§ ACTIVITY
Everything in the data must be repeated exactly, apart from the pictures, which are left out.

§ SUPPLIED DATA
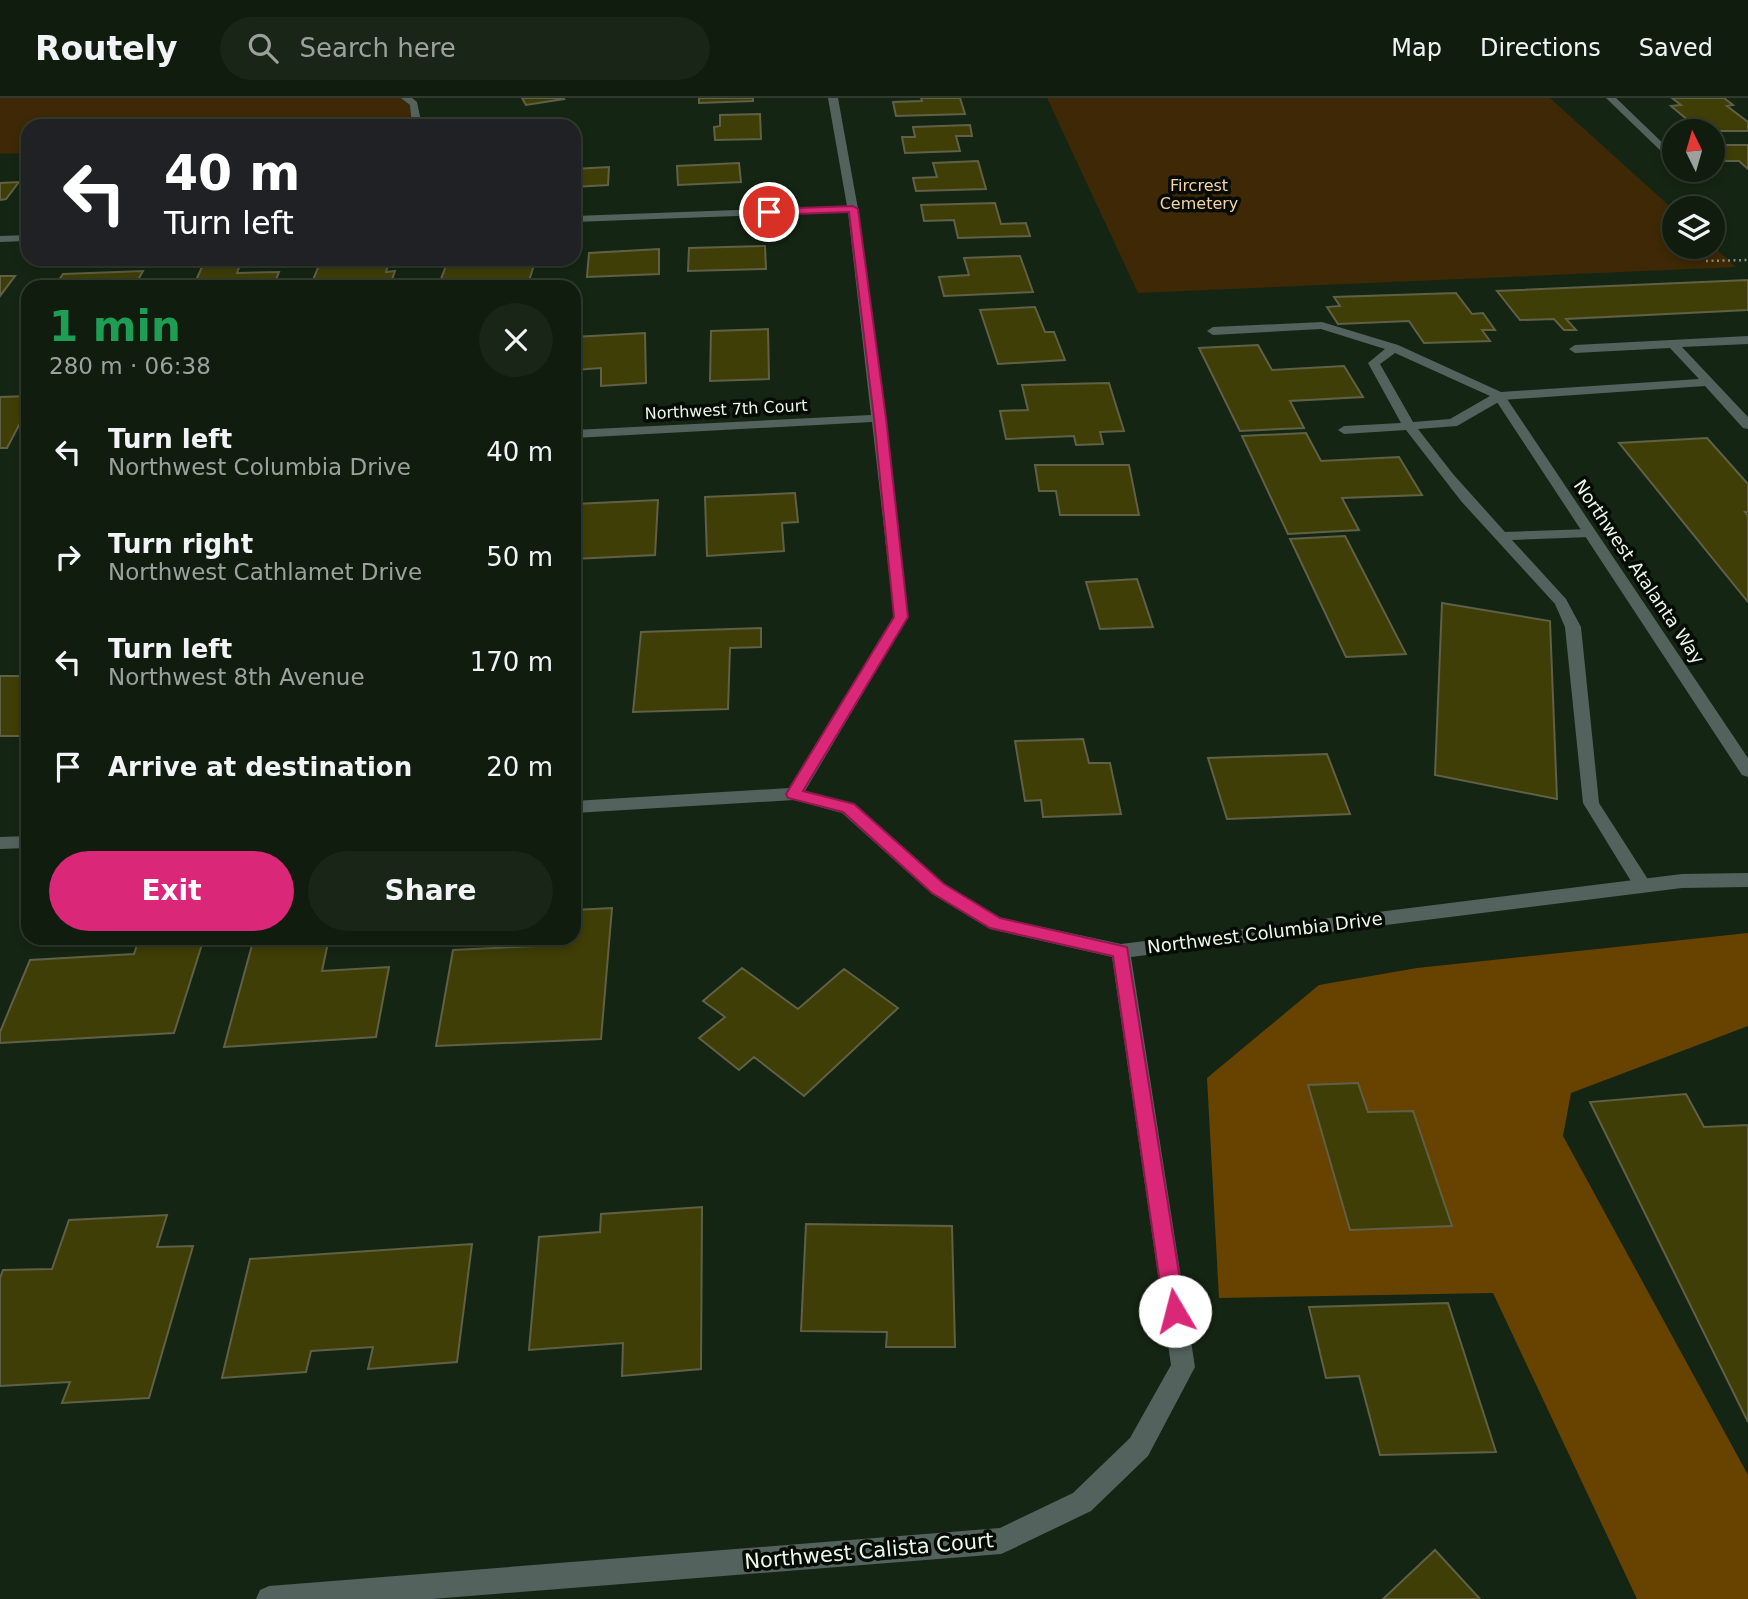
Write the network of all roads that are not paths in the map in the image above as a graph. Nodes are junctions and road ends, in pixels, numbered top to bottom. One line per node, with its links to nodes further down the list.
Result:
1 (405, 98): 4 (street)
2 (833, 98): 6 (street)
3 (1611, 98): 5 (street)
4 (417, 119)
5 (1662, 147)
6 (853, 209): 7 (street); 17 (street)
7 (581, 219)
8 (21, 238): 9 (street)
9 (0, 239)
10 (1213, 331): 13 (street)
11 (1748, 340): 12 (street)
12 (1673, 344): 14 (street); 15 (street)
13 (1394, 348): 16 (street); 19 (street)
14 (1576, 349)
15 (1708, 382): 16 (street); 18 (street)
16 (1499, 396): 19 (street); 22 (street, Northwest Atalanta Way)
17 (880, 418): 21 (street, Northwest 7th Court); 25 (street)
18 (1748, 425)
19 (1411, 426): 20 (street); 23 (street)
20 (1344, 430)
21 (581, 434)
22 (1590, 533): 23 (street); 24 (street, Northwest Atalanta Way)
23 (1501, 536): 30 (street)
24 (1748, 771)
25 (794, 794): 26 (street, Northwest Columbia Drive); 31 (street, Northwest Columbia Drive)
26 (581, 807)
27 (21, 842): 28 (street)
28 (0, 843)
29 (1748, 880): 30 (street, Northwest Columbia Drive)
30 (1643, 886): 31 (street, Northwest Columbia Drive)
31 (1121, 951): 32 (street, Northwest Calista Court)
32 (269, 1599)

§ OUTPUT OF THE EXERCISE
Write the network of all roads that are not paths in the map in the image above as a graph. Nodes are junctions and road ends, in pixels, numbered top to bottom. One line per node, with its links to nodes further down the list.
Result:
1 (405, 98): 4 (street)
2 (833, 98): 6 (street)
3 (1611, 98): 5 (street)
4 (417, 119)
5 (1662, 147)
6 (853, 209): 7 (street); 17 (street)
7 (581, 219)
8 (21, 238): 9 (street)
9 (0, 239)
10 (1213, 331): 13 (street)
11 (1748, 340): 12 (street)
12 (1673, 344): 14 (street); 15 (street)
13 (1394, 348): 16 (street); 19 (street)
14 (1576, 349)
15 (1708, 382): 16 (street); 18 (street)
16 (1499, 396): 19 (street); 22 (street, Northwest Atalanta Way)
17 (880, 418): 21 (street, Northwest 7th Court); 25 (street)
18 (1748, 425)
19 (1411, 426): 20 (street); 23 (street)
20 (1344, 430)
21 (581, 434)
22 (1590, 533): 23 (street); 24 (street, Northwest Atalanta Way)
23 (1501, 536): 30 (street)
24 (1748, 771)
25 (794, 794): 26 (street, Northwest Columbia Drive); 31 (street, Northwest Columbia Drive)
26 (581, 807)
27 (21, 842): 28 (street)
28 (0, 843)
29 (1748, 880): 30 (street, Northwest Columbia Drive)
30 (1643, 886): 31 (street, Northwest Columbia Drive)
31 (1121, 951): 32 (street, Northwest Calista Court)
32 (269, 1599)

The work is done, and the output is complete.